An effective compliance program, van Halem contends, can point up an HME company's vulnerabilities so any issues can be identified and corrected in advance of an audit, which, at some point, is certain to come.

"Having an effective compliance program in place is just a good business decision," van Halem said. "It protects the Medicare trust fund and protects providers as well by keeping little issues from turning into big issues in case of an audit."

Stribling, a health care attorney with Brown & Fortunato before founding HC Comply, agreed. "At this point, compliance programs are vital for HME providers because they are the best defense a company has against the new onslaught of government audits, from the ZPICs and the RACs to other audit sources.
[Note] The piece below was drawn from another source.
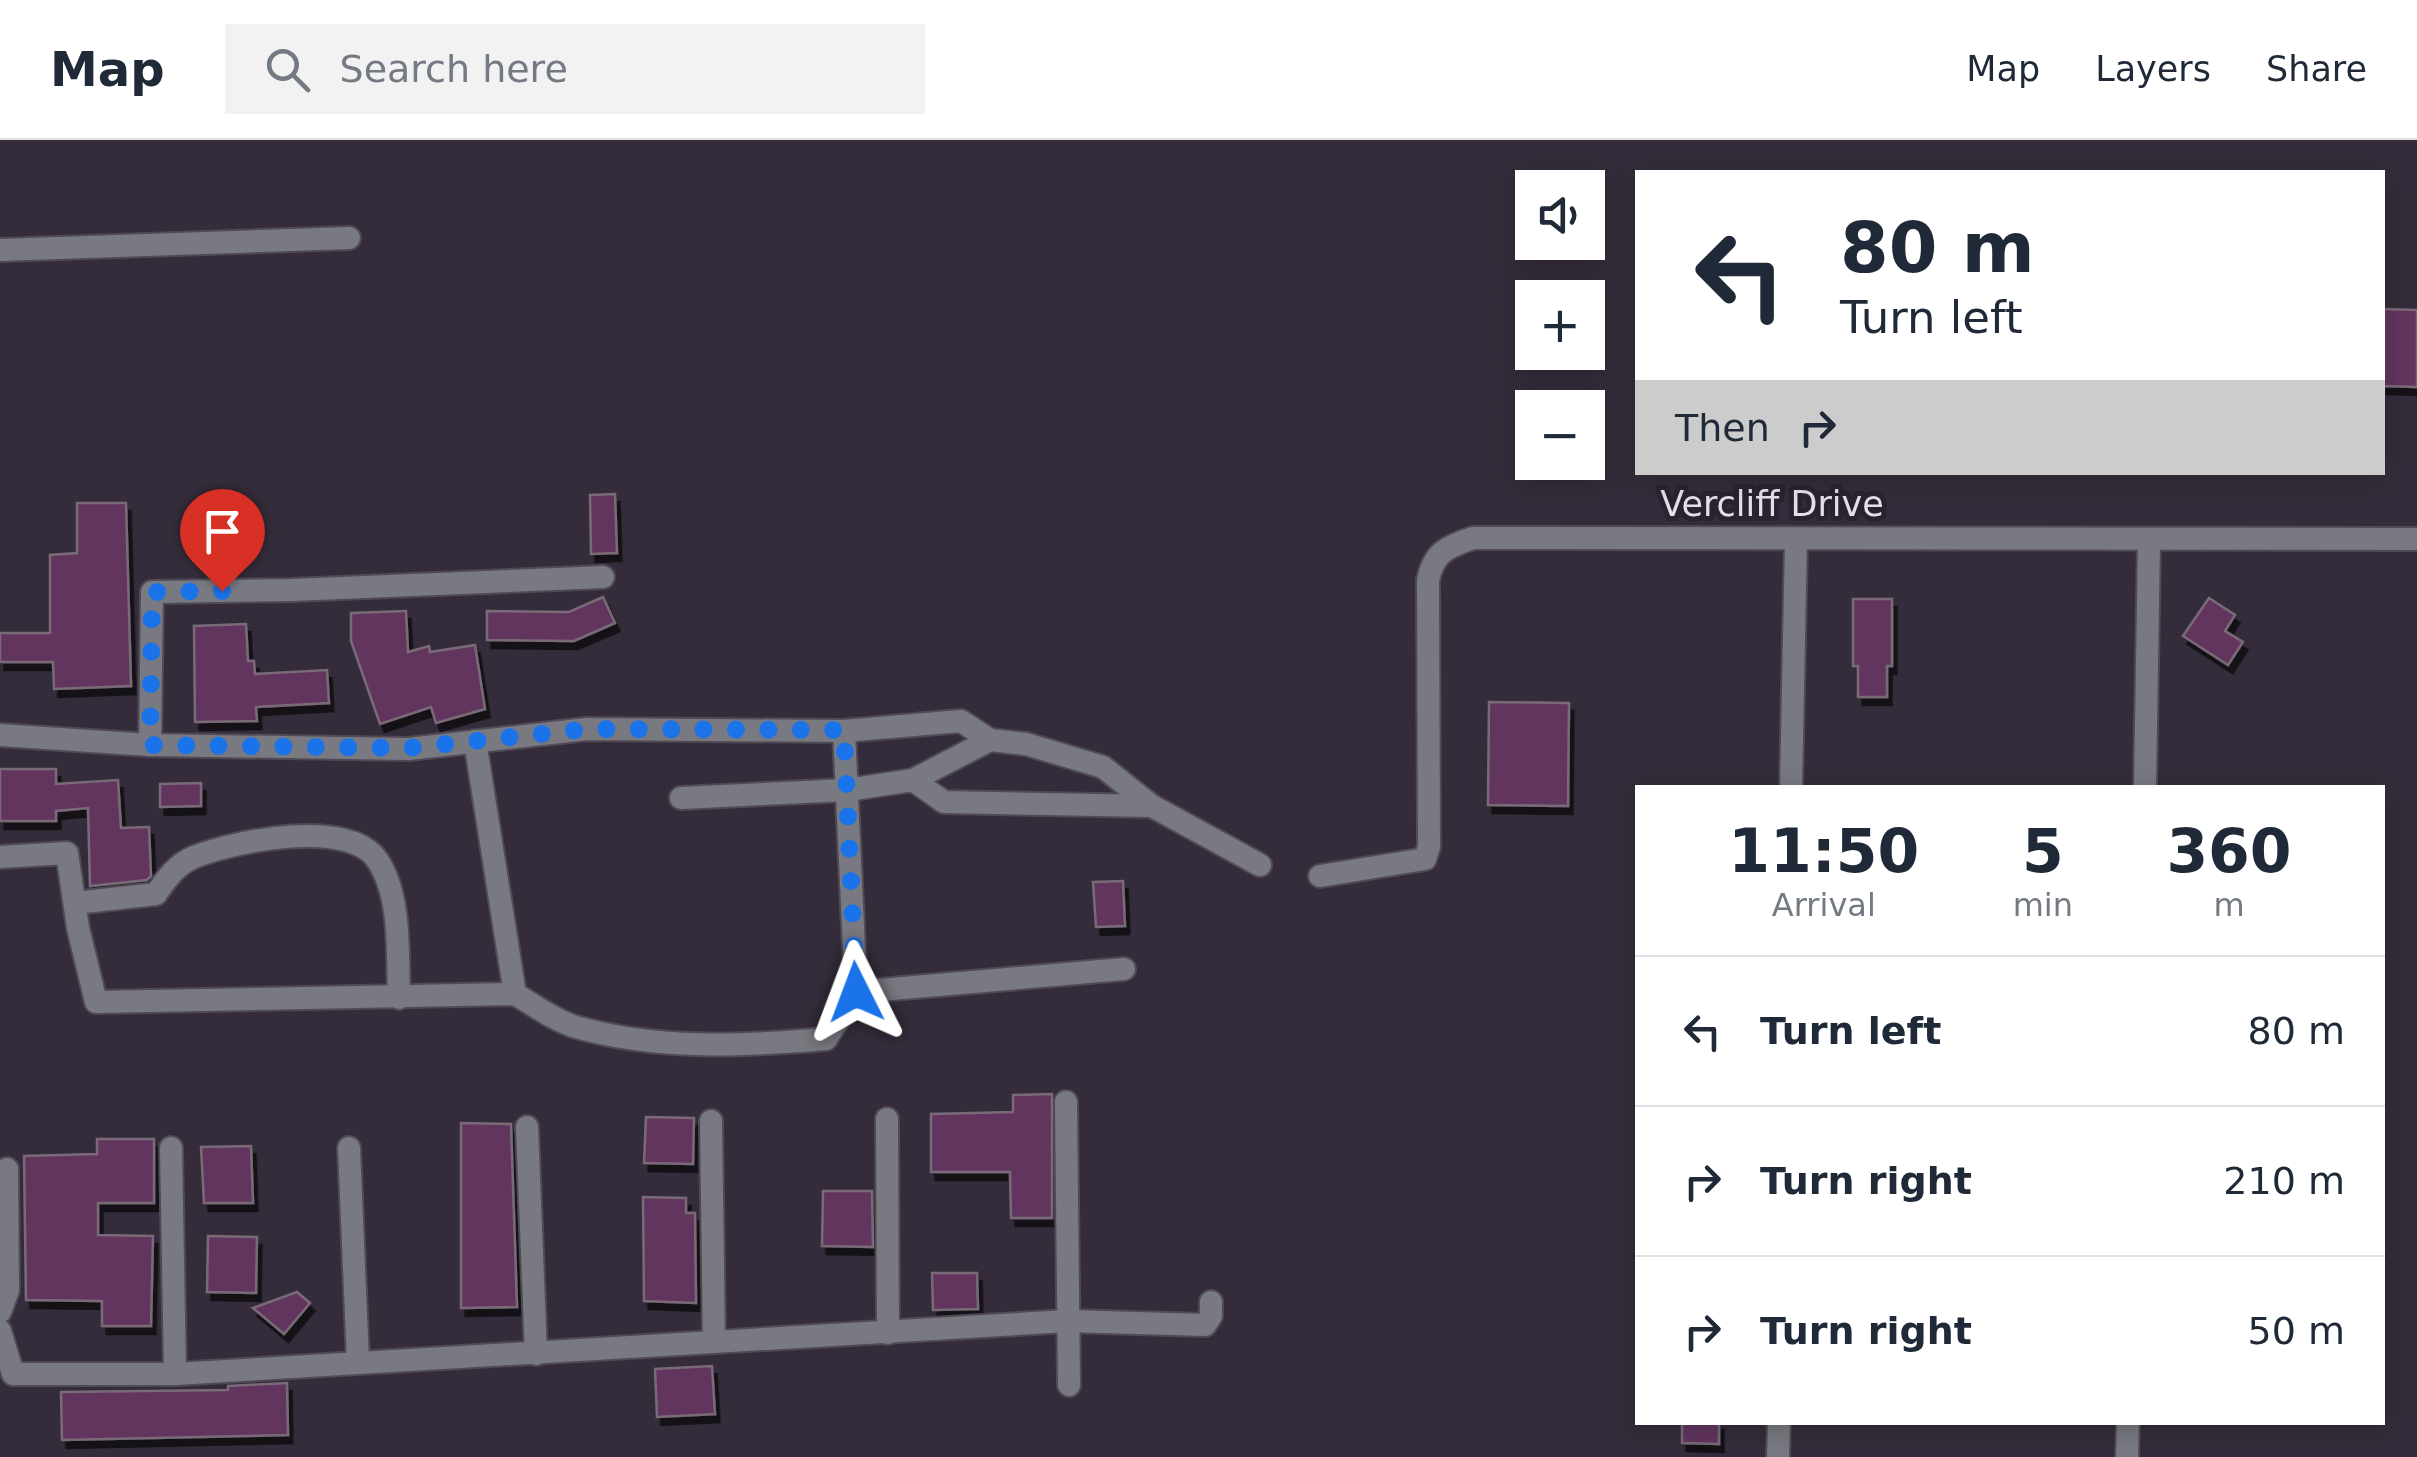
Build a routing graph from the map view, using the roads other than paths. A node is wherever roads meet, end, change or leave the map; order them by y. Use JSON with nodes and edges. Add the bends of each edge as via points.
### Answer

An effective internal compliance program can significantly decrease the error rate you have when facing these external audits," he said.


With compliance requirements under the Affordable Care Act in play, Stribling said, if HME providers wait too long to begin adopting and implementing compliance programs, "a lot of companies are going to suffer the same growing pains they did when they waited too long to get accredited."

Advised Stribling, "The companies that are going to be the most successful will be the ones that get out ahead of this and get a compliance program in place that makes them a better company today."